The European Central Bank (ECB) has announced a forthcoming series of changes to its collateral eligibility rules. The changes announced by the ECB are as follows:
- The current requirement for asset-backed securities (ABS) to have two AAA ratings at issuance (albeit temporarily relaxed for certain securities by Decision ECB/2011/25 and Decision ECB/2012/11) will be replaced with a requirement for two 'Single A' ratings at issuance for those ABS currently subject to the ECB's loan-level reporting requirements (namely, residential mortgage-backed securities, SME-loan backed ABS, commercial mortgage-backed securities, consumer finance ABS, leasing ABS and auto loan ABS).
- The current valuation haircuts for senior tranches of ABS will be reduced from 16% to 10%, and for lower-rated tranches, from 26-32% to 22%, in accordance with a new Annex. Covered bonds rated AAA to A- will attract reduced haircuts, depending on maturity (e.g. a 5-7 year maturity covered bond now attracts a haircut of 4.5% (compared to 6.5% previously)). However, covered bond haircuts for retained assets will be increased such that they are subject to an additional 8% haircut (for AAA to A- rated covered bonds), and an additional 12% haircut where they are rated BBB+ or below.
- The eligibility criteria and haircuts for pools of credit claims and certain types of "additional credit claims" will be adjusted, such that (broadly) haircuts are slightly reduced for AAA to AA- rated assets, and slightly increased for BBB+ and lower-rated assets (further detail of the changes in eligibility criteria for these instruments is awaited).
In addition, the ECB's Press Release notes that the ECB is continuing to investigate how to improve funding conditions for small- and medium-sized enterprises (SMEs), in particular as regards the possible acceptance of SME-linked ABS guaranteed mezzanine tranches as collateral in Eurosystem operations, in line with established guarantee policies.
The changes are expected to be formalised by a Legal Act that will amend the General Documentation in due course. The date on which these measures take effect will be specified in the Legal Act, although this is not expected to be until September or October 2013. The ECB expects that the overall effect of the changes will be neutral, and the change has not made any significant improvement in new deal-flow, which has now begun its typical summer slowdown.

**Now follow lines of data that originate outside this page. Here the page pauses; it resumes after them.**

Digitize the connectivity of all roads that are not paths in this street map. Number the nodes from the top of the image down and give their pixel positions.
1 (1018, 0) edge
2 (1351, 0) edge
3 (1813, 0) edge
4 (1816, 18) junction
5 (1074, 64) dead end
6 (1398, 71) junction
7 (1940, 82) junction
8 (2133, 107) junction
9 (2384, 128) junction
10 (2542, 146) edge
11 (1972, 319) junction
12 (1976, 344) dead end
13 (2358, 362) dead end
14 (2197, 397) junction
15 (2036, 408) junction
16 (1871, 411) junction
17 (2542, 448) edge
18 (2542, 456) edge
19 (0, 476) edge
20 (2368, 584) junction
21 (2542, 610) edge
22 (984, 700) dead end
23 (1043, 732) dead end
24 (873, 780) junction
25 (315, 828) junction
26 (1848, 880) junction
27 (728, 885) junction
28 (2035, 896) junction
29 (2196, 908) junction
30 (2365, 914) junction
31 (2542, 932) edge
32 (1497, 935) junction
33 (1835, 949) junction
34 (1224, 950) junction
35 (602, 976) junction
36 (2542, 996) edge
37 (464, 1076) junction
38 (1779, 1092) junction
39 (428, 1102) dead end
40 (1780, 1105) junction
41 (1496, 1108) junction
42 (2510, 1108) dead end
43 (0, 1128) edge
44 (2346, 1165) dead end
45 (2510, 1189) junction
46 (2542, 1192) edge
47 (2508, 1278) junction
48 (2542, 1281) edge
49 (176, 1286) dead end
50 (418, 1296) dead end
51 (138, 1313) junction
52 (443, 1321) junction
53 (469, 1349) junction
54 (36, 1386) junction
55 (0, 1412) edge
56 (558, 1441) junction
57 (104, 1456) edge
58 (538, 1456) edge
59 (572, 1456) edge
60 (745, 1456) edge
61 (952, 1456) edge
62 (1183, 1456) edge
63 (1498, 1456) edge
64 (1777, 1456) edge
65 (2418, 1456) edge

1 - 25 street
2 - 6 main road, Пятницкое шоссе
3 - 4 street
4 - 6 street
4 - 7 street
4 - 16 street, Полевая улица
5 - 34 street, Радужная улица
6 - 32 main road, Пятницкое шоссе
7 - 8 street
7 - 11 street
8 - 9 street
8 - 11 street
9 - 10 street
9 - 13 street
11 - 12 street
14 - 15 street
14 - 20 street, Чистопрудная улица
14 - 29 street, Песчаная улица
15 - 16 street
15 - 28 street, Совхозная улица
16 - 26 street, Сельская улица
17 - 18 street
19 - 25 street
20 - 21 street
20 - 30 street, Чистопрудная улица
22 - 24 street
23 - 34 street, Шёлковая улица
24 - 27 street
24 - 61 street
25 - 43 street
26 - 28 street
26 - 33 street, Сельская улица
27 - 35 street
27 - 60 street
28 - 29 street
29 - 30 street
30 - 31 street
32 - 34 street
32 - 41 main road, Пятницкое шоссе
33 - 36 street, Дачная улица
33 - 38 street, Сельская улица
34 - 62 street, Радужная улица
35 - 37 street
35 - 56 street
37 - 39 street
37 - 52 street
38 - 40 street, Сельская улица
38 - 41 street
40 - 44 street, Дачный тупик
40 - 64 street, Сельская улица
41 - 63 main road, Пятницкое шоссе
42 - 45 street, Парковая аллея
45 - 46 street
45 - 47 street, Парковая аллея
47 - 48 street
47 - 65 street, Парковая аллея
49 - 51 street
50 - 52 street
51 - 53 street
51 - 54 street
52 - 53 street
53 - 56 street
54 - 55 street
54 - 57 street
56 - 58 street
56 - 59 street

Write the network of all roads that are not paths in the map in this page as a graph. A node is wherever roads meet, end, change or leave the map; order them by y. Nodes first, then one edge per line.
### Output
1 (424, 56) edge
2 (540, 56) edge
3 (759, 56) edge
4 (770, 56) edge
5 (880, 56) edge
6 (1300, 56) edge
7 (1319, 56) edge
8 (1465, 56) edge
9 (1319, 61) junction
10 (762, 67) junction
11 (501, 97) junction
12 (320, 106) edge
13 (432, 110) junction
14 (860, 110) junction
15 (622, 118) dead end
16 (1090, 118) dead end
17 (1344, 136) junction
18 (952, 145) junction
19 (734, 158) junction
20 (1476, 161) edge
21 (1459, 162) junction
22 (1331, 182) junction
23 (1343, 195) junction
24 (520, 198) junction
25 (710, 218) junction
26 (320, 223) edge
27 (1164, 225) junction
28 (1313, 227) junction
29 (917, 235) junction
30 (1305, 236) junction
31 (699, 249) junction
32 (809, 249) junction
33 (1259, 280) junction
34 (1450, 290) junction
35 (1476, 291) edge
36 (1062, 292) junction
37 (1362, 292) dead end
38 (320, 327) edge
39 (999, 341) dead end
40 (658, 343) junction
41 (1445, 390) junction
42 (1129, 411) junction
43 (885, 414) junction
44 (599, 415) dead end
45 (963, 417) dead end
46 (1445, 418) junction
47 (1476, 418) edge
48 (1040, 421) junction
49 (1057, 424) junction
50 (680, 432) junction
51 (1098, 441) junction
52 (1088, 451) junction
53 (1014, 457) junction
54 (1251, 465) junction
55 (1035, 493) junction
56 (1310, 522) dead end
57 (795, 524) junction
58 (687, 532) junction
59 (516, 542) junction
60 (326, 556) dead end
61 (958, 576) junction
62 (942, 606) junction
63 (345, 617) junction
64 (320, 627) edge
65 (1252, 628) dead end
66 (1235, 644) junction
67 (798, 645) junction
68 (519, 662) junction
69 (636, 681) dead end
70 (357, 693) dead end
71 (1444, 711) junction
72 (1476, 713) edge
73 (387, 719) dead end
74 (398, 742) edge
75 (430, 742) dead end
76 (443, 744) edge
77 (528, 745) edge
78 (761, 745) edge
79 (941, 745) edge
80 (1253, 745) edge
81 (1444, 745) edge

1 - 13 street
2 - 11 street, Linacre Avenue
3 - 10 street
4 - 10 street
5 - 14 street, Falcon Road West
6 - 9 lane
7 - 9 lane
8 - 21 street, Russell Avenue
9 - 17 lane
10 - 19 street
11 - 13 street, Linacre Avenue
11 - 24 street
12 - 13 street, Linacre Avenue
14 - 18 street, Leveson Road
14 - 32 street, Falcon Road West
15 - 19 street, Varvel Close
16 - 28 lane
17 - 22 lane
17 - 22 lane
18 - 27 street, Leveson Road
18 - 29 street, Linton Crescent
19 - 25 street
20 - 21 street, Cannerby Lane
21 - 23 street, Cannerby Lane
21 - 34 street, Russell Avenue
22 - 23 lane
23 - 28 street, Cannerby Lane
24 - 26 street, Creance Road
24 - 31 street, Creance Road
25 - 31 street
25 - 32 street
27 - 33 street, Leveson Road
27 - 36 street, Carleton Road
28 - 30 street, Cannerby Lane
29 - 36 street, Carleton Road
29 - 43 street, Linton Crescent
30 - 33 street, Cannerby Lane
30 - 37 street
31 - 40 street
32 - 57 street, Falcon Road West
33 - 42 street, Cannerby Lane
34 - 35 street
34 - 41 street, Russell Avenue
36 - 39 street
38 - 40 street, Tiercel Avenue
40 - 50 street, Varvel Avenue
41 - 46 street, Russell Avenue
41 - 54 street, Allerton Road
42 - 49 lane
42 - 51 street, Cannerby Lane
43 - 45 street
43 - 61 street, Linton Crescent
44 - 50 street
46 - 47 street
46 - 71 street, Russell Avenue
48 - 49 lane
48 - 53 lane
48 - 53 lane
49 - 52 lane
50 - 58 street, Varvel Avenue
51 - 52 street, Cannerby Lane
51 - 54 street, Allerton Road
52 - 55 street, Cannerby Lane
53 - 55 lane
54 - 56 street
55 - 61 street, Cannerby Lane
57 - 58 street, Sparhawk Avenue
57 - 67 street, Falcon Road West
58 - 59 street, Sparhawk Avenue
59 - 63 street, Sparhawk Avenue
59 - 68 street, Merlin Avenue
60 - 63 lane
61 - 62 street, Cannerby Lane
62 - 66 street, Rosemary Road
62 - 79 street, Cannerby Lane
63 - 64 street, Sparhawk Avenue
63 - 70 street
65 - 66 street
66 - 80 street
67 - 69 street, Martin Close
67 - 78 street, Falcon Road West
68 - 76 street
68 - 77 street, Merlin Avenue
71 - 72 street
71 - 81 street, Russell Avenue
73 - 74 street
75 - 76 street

Edition 4 of this Briefing reported that the ECB had suspended the application of the minimum rating threshold (currently two ratings of BBB or above, which has been in temporary application since 14 September 2012) to marketable debt instruments (including ABS) issued or guaranteed by the Cypriot Government, from 9 May 2013 until further notice. This allowed Cypriot instruments eligible for the ECB's repo facility to be rated below BBB (with applicable valuation haircuts). In a further decision dated 28 June 2013, the ECB has now repealed that earlier decision such that Cypriot instruments (including ABS) must now meet the overall minimum rating threshold (which, as per the above notice is shortly to become two 'Single A' ratings at issuance).